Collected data
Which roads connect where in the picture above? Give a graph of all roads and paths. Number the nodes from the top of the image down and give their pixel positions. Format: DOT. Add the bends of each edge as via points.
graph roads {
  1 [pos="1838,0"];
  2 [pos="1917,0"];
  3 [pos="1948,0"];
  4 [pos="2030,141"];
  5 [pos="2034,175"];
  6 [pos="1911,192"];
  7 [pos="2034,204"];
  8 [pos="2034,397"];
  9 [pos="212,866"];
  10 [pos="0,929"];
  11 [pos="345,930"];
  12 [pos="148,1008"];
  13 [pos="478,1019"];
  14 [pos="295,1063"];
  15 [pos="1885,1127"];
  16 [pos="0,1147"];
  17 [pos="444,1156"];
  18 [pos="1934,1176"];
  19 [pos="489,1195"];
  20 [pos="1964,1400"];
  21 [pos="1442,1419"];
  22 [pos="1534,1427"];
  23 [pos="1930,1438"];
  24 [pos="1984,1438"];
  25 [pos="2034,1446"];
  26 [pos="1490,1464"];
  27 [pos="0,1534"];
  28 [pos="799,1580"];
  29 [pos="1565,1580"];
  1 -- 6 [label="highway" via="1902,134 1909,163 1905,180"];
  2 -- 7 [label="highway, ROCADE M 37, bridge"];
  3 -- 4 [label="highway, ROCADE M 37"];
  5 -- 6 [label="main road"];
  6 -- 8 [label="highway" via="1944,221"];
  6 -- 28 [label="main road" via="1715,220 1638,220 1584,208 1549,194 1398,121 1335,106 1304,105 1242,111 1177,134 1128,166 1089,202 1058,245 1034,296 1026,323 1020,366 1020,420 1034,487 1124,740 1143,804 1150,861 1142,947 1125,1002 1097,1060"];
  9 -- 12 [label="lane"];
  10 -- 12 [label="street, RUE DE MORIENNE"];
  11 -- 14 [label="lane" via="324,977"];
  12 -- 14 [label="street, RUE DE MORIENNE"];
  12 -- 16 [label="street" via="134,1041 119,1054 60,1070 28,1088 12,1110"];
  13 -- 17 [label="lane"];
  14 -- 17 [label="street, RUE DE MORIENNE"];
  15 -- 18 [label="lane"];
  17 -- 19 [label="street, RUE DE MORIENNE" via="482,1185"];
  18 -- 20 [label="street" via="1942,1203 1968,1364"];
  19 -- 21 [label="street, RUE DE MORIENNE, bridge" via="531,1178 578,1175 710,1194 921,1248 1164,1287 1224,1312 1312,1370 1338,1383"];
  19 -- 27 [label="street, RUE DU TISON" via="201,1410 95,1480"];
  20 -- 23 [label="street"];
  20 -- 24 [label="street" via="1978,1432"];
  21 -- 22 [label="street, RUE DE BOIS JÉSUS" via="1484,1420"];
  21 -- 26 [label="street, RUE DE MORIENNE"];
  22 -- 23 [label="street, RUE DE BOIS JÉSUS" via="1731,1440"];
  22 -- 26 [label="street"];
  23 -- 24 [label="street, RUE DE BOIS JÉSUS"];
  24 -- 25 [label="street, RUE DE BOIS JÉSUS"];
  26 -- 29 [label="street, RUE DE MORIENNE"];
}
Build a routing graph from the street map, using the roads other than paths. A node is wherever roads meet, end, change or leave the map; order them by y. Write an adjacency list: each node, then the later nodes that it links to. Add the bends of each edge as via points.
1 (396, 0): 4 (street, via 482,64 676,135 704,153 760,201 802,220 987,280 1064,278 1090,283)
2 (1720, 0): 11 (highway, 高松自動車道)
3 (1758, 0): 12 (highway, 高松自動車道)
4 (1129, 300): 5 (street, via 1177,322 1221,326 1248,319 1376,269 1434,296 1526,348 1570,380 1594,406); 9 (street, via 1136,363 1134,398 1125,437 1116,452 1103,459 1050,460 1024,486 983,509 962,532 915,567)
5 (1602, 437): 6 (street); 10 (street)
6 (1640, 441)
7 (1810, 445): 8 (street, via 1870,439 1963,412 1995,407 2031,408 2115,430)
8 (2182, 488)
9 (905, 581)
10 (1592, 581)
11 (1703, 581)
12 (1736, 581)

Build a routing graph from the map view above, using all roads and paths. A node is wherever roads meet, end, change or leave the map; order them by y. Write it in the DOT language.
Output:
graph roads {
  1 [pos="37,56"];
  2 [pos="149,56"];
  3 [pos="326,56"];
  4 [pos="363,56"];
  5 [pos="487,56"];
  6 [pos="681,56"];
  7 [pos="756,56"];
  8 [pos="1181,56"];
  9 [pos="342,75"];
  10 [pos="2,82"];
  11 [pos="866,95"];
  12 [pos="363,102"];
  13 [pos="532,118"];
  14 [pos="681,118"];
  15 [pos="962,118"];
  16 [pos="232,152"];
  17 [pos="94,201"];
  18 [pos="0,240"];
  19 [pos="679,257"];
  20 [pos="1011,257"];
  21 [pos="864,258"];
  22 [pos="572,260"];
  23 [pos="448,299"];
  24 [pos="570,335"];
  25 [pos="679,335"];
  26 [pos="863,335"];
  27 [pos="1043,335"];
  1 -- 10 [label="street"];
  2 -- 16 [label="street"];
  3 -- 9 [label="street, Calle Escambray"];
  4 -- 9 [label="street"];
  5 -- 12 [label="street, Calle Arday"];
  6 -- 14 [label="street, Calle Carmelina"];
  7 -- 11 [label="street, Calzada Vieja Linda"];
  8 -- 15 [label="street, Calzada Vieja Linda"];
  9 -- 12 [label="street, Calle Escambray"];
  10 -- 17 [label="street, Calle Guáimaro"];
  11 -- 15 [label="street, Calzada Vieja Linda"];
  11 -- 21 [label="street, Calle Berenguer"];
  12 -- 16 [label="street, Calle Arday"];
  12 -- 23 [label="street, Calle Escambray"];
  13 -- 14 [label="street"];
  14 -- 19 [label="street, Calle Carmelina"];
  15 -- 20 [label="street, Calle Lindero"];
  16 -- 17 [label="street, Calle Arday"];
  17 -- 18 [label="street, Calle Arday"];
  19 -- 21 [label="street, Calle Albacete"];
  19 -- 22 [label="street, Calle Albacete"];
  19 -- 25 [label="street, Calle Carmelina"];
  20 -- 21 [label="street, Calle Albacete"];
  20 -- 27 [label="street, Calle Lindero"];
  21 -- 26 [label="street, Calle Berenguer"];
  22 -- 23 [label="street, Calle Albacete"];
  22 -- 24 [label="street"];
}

▸ **Aim of the exercise**:
Read through the records above and copy the lines that contain "Linda".

▸ **The answer**:
  7 -- 11 [label="street, Calzada Vieja Linda"];
  8 -- 15 [label="street, Calzada Vieja Linda"];
  11 -- 15 [label="street, Calzada Vieja Linda"];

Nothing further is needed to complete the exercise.